§ WHAT TO PRODUCE
Read the data, and whenever a line holds the word "Dieciocho", report that line.

** Opening MATERIAL FOR THIS TASK block **

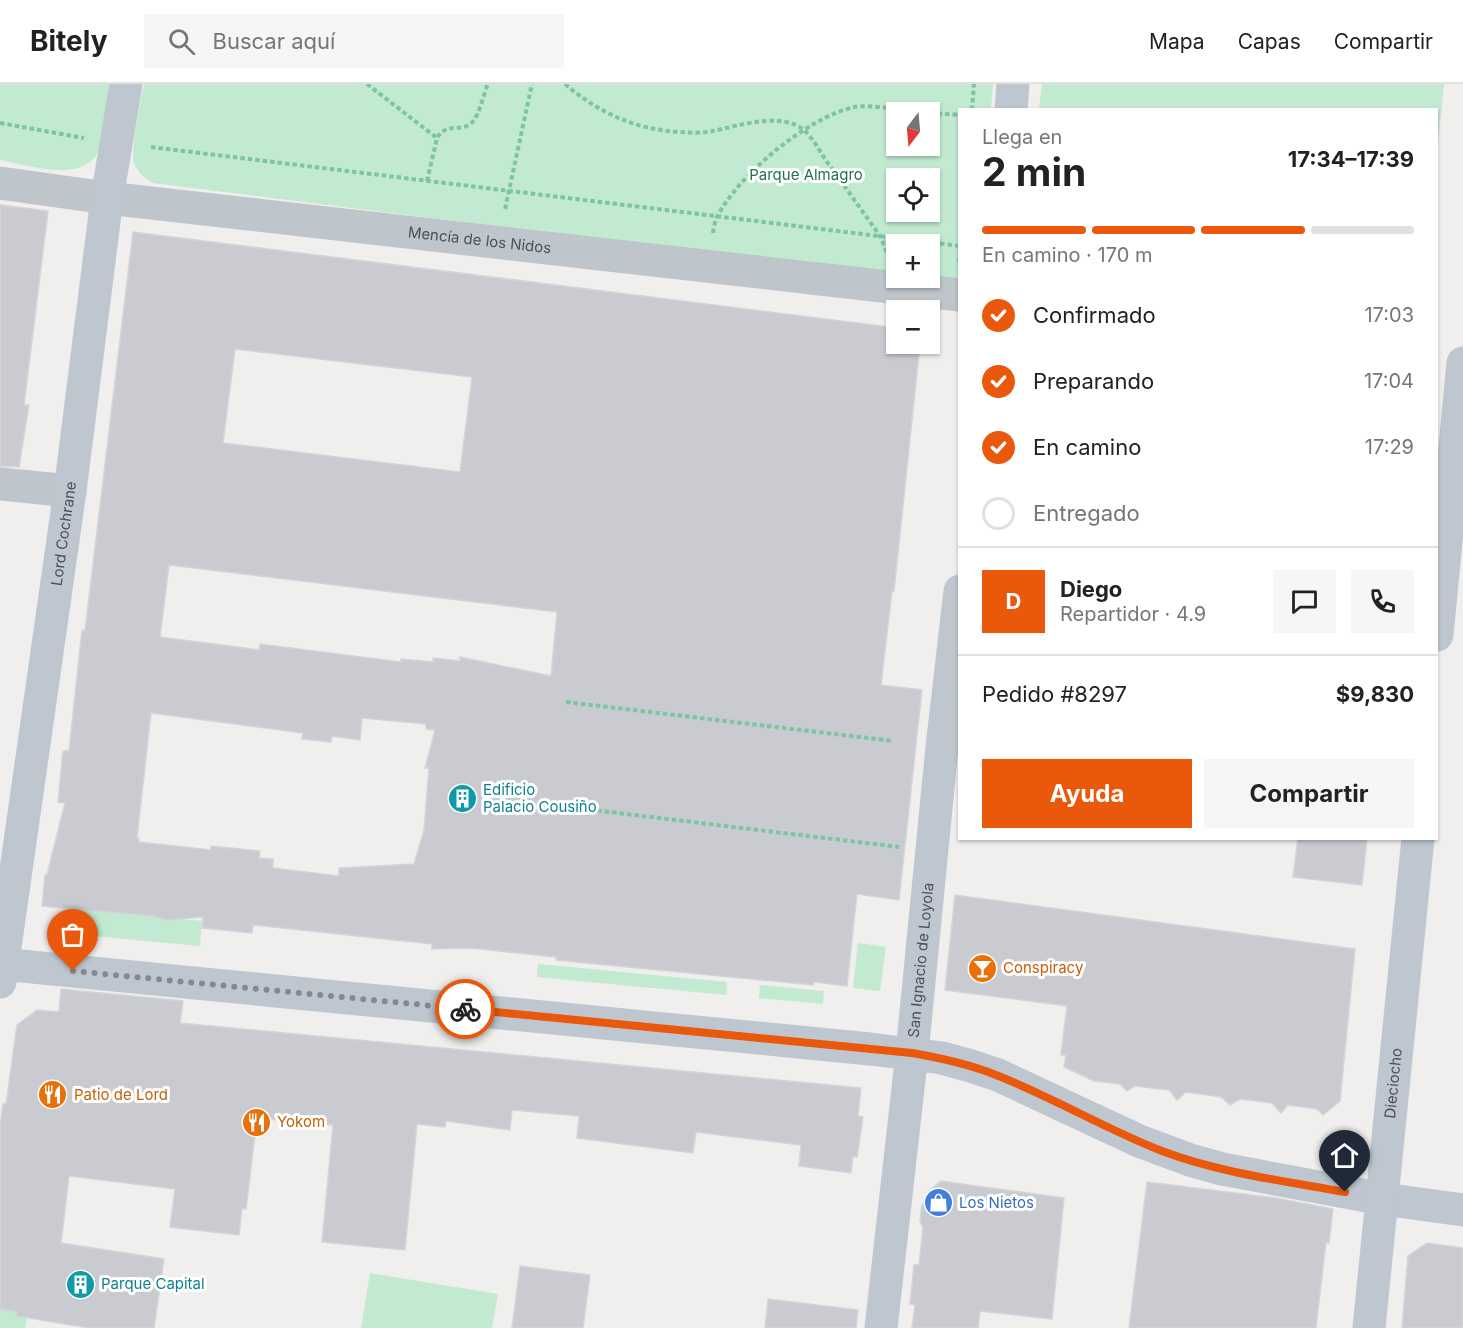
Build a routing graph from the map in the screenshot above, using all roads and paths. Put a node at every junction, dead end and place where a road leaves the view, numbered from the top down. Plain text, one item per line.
1 (126, 84) edge
2 (366, 84) edge
3 (488, 84) edge
4 (532, 84) edge
5 (565, 84) edge
6 (974, 84) edge
7 (1013, 84) edge
8 (972, 108) edge
9 (1011, 108) edge
10 (886, 109) edge
11 (940, 114) edge
12 (958, 115) edge
13 (0, 123) edge
14 (805, 130) junction
15 (437, 138) junction
16 (116, 143) junction
17 (427, 181) junction
18 (0, 183) edge
19 (510, 191) junction
20 (107, 198) junction
21 (717, 216) junction
22 (880, 236) junction
23 (496, 242) junction
24 (958, 246) edge
25 (886, 251) edge
26 (704, 266) junction
27 (958, 296) edge
28 (1463, 363) edge
29 (0, 484) edge
30 (70, 491) junction
31 (958, 610) edge
32 (1438, 625) edge
33 (566, 702) dead end
34 (893, 741) dead end
35 (560, 806) dead end
36 (1418, 840) edge
37 (932, 851) junction
38 (1, 970) edge
39 (912, 1053) junction
40 (1383, 1199) junction
41 (1463, 1210) edge
42 (881, 1328) edge
43 (1369, 1328) edge

1 - 16 street, Lord Cochrane
2 - 15 path
3 - 15 path
4 - 19 path
5 - 14 path
6 - 8 path
7 - 9 street
10 - 14 path
11 - 12 path
13 - 16 path
14 - 21 path
14 - 22 path
15 - 17 path
16 - 17 path
16 - 20 street, Lord Cochrane
17 - 19 path
18 - 20 street, Mencía de los Nidos
19 - 21 path
19 - 23 path
20 - 23 street, Mencía de los Nidos
20 - 30 street, Lord Cochrane
21 - 22 path
21 - 26 path
22 - 24 path
22 - 25 path
23 - 26 street, Mencía de los Nidos
26 - 27 street, Mencía de los Nidos
28 - 32 street
29 - 30 street
30 - 38 street, Lord Cochrane
31 - 37 street, San Ignacio de Loyola
33 - 34 path
35 - 37 path
36 - 40 street, Dieciocho
37 - 39 street, San Ignacio de Loyola
38 - 39 street
39 - 40 street
39 - 42 street, San Ignacio de Loyola
40 - 41 street
40 - 43 street, Dieciocho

** Closing MATERIAL FOR THIS TASK block **

§ TASK RESULT
36 - 40 street, Dieciocho
40 - 43 street, Dieciocho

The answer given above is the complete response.